A Portland man who says he acted in self-defense when he shot and killed his sister’s boyfriend has decided to take the case to trial before a judge.

Mark Cardilli Jr., 25, is charged with murder in the death of Isahak Muse, 22. He appeared at the Cumberland County Courthouse on Wednesday for a brief hearing on pending motions in the case. Among them was a request to waive his right to a jury trial and have a judge decide the verdict instead.

Isahak Muse

The prosecutors from the Maine Attorney General’s Office did not object, and Superior Court Justice Nancy Mills allowed Cardilli to sign the waiver. The trial is scheduled for December.

Cardilli has admitted to shooting Muse during an argument at his family’s Riverton home in the early hours of March 16, but he told police he acted in self-defense.

His attorneys, Matt Nichols and Sarah Churchill, did not explain in detail at the hearing or in the motion why they preferred a bench trial. But Nichols said in an interview that the defense team wanted to avoid any confusion on the legal questions at the heart of this case.

Cardilli’s attorneys will point to both self-defense and defense of premises as justifications for the shooting, which are both complicated ideas under Maine law.


“There’s not a whole lot of factual disagreements about what happened,” Nichols said. “There are some, but not a whole lot. But the legal issues in a case like this get a little bit tricky.”

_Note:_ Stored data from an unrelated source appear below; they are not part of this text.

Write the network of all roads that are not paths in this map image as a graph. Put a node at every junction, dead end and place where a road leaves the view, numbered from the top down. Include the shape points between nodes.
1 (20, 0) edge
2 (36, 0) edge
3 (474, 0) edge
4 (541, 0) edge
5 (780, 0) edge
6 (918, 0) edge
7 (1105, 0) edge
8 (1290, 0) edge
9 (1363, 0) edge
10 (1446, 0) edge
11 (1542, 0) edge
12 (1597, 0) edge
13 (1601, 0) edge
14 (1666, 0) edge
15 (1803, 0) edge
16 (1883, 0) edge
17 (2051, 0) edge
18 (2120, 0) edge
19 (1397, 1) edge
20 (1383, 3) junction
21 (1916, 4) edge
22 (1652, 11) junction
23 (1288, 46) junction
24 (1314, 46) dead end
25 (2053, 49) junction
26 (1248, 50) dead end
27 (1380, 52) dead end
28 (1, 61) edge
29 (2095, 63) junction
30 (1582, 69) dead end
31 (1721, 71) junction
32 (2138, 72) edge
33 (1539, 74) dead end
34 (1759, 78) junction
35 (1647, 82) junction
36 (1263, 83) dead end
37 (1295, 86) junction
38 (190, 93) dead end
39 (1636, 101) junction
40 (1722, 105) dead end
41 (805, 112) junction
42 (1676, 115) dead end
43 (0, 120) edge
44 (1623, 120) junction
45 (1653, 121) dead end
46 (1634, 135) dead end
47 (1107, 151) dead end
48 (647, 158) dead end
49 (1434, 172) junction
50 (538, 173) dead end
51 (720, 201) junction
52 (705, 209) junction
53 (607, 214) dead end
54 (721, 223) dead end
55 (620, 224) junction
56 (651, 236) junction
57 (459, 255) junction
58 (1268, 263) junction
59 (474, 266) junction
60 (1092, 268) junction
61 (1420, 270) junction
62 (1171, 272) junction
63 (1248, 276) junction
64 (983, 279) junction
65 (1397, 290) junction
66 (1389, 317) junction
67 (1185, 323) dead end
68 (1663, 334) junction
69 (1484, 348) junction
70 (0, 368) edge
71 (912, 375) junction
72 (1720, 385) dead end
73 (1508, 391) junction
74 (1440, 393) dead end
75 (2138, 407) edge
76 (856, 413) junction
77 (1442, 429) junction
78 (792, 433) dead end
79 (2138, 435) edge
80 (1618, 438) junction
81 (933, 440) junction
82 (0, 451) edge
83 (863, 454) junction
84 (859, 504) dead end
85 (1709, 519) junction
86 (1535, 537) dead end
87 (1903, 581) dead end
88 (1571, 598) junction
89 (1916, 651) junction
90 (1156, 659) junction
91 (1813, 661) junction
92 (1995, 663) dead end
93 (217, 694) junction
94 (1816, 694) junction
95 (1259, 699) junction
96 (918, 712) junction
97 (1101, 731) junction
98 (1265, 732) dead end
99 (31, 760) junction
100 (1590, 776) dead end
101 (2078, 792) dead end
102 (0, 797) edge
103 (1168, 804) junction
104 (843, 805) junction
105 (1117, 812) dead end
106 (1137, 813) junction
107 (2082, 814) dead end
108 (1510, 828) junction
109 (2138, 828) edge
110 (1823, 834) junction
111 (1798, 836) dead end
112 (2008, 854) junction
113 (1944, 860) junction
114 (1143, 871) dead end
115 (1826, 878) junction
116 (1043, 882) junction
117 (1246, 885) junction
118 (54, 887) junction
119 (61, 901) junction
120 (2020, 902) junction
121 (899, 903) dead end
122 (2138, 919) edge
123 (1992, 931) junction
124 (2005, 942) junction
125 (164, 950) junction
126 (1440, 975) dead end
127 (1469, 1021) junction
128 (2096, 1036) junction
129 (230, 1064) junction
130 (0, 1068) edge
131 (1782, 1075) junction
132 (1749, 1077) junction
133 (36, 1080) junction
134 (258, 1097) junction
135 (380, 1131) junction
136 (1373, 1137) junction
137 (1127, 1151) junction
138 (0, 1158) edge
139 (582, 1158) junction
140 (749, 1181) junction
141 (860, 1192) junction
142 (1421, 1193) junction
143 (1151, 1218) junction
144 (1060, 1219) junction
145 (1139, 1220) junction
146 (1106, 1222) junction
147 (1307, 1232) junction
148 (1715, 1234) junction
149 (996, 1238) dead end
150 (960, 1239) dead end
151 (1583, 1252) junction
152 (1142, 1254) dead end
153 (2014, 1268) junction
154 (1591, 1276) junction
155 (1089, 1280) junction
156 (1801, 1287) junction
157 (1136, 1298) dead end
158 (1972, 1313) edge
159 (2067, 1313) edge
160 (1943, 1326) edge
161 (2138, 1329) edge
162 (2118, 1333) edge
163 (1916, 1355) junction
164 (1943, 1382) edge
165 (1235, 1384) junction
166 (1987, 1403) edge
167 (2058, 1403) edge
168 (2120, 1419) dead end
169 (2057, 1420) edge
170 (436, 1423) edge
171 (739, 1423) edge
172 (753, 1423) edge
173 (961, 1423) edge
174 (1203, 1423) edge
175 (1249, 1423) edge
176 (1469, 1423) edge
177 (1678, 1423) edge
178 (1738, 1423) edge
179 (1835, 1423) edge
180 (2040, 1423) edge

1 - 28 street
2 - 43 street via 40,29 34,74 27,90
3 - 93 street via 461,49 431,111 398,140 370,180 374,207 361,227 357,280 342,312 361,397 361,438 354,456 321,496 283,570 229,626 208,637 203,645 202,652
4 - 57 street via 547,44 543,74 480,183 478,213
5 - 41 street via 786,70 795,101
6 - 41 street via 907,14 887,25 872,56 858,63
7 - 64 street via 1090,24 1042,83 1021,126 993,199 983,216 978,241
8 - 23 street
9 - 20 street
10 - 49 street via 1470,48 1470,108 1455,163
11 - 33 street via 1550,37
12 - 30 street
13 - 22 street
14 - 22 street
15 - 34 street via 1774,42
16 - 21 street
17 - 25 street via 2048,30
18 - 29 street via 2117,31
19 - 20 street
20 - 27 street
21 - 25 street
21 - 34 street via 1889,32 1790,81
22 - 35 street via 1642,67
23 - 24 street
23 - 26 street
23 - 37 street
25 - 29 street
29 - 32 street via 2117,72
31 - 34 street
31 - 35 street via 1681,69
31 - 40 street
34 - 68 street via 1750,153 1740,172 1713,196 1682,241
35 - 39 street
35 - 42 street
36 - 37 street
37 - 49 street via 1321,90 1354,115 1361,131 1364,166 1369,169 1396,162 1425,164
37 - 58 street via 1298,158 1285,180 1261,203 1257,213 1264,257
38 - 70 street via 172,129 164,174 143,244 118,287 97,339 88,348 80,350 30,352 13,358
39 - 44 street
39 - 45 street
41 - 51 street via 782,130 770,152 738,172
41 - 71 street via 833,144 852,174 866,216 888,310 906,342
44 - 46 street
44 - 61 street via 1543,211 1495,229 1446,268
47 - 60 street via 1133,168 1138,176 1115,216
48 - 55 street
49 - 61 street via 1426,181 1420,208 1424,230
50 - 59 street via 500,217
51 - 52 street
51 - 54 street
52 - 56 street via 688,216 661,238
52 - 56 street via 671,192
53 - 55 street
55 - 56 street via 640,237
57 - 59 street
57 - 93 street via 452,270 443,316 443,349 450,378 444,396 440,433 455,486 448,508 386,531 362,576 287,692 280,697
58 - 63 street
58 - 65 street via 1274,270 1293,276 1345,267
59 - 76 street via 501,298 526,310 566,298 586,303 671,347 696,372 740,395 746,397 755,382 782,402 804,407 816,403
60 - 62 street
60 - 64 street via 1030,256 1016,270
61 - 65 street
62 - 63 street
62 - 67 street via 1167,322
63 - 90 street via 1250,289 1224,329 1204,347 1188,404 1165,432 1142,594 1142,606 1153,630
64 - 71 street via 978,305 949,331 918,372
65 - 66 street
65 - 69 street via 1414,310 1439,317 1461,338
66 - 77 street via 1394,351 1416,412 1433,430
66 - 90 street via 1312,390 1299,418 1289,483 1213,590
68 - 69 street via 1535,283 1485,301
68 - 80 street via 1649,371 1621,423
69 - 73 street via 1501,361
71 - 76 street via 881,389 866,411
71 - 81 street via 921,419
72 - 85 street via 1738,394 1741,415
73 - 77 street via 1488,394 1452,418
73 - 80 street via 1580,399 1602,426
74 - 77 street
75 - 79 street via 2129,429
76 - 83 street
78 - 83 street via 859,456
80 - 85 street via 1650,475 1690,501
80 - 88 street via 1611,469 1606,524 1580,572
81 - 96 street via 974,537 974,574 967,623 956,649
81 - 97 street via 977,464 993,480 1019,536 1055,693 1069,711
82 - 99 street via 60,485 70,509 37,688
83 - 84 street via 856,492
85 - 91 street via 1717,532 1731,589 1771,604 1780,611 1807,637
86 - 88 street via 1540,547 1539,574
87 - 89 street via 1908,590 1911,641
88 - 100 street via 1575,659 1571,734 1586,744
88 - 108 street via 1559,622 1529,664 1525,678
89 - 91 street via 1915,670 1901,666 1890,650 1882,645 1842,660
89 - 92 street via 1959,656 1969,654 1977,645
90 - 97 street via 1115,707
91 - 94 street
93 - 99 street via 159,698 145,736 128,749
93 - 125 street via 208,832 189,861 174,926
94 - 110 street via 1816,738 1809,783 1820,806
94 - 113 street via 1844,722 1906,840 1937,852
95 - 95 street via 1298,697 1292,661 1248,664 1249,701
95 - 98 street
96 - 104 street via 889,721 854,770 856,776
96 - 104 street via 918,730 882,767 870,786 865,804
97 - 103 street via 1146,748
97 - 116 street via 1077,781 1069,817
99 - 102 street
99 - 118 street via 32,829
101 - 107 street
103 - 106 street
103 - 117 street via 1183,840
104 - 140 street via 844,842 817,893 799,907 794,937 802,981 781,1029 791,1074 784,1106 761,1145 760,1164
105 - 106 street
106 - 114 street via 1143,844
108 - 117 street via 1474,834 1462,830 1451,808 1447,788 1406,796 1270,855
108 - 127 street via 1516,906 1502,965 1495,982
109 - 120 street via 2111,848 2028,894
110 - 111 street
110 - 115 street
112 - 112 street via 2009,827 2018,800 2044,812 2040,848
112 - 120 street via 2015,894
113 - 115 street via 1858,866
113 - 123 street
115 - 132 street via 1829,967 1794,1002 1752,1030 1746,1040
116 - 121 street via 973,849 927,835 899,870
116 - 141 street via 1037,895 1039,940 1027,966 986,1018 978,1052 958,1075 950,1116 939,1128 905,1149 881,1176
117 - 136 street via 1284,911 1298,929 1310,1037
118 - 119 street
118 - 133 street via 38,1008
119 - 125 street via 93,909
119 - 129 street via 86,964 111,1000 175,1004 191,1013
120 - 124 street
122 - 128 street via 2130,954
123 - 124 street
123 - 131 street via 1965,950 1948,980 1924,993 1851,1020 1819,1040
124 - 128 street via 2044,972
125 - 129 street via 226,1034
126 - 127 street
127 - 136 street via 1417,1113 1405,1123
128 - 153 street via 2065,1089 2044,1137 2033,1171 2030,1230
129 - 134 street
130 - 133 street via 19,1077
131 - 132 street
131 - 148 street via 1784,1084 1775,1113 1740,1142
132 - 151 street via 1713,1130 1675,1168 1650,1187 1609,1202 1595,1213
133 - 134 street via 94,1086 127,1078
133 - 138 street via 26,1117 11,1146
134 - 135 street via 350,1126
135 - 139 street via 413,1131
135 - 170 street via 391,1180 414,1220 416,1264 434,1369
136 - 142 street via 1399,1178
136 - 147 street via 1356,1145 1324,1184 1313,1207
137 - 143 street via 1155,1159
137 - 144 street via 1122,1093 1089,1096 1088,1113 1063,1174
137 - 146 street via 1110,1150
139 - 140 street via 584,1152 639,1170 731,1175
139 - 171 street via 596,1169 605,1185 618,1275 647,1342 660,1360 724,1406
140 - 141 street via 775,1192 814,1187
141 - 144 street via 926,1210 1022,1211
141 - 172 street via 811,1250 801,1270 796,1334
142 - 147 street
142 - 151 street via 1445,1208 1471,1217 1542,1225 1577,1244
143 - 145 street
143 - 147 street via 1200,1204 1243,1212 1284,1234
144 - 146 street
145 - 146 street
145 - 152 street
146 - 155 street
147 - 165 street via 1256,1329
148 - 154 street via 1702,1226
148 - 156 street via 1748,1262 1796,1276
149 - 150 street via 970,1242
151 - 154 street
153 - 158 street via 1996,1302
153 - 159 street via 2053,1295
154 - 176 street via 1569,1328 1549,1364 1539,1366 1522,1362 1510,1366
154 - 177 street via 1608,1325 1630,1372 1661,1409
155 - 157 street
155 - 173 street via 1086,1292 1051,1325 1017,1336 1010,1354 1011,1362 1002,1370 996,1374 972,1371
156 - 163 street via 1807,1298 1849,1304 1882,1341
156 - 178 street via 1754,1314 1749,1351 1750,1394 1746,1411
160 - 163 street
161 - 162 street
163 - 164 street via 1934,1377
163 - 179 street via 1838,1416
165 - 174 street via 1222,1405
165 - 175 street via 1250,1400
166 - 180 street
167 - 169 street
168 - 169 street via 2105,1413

Thea Johnson, an associate professor at the University of Maine School of Law, said the state’s law is stringent when it comes to use of deadly force.

During her criminal law course, Johnson said, her students study the case of Merrill Kimball, who fatally shot a man on a North Yarmouth bee farm in 2013. Kimball claimed he acted in self-defense, but a jury found him guilty of murder. She introduces that lesson by presenting the class with closing arguments in that case and then reading the jury instructions on self-defense.

The law students find that analysis to be nuanced and difficult, she said, and this case would be similar in that way even if the facts are not identical.

“The benefit of being before a judge versus a jury is that the law is incredibly complicated in this area,” Johnson said. “There are lots of moving pieces, and a judge will be able to understand the law better than a jury.”

A grand jury indicted Cardilli on the murder charge nearly three weeks after the shooting. Cardilli pleaded not guilty in April. He was released on $50,000 cash bail in May, a decision that prompted protests by supporters of the Muse family.


Court documents and testimony from the bail hearing have created an outline of the deadly confrontation at the Milton Street home.

Muse was dating Chelsey Cardilli, who was 17 at the time. When she asked if he could visit the house that night, her father said no. But when Muse arrived, the parents allowed him to stay until 1 a.m. When he did not leave at that time, a verbal and physical confrontation began between the five people in the house.

At some point during the argument, Cardilli went to his bedroom and came back with a gun. As the fight continued, Cardilli said Muse punched him in the nose. While Cardilli later told police he fired the gun into Muse’s chest in self-defense, a medical examiner reported that the fatal bullets hit the victim in the back.

The judge granted other motions at the hearing Wednesday, including a request for what is called “a view” at the house. Nichols said a sale is pending, and he asked the judge to visit the scene in person before the closing later this month, rather than closer to or during the trial. She agreed to do so.

Mills also considered a motion by an attorney representing Chelsey Cardilli. In June, the court took custody of the teenager’s journal, which had largely been written in the days after the shooting. The judge also issued a confidentiality order to prevent the parties from talking about any juvenile records in the case. So it is unclear what the journal says or whether it will play a role in the trial.

“Given that Chelsey never gave permission or authorization to anyone to have control or possession over her most private property – her journal – she asks the court to return it to her as it is private and personal and written during a time of intense pain and grief,” Gina Yamartino, Chelsey Cardilli’s attorney, wrote in the motion.

The judge agreed to make a copy of the journal for Chelsey Cardilli, but she said the original would remain with the court until after trial to avoid any issues about authenticity.

Mark Cardilli’s parents attended the hearing, but his sister did not. An advocate from the Maine Attorney General’s Office sat on the other side of the courtroom with two women representing the Muse family.

The trial is scheduled to begin Dec. 9.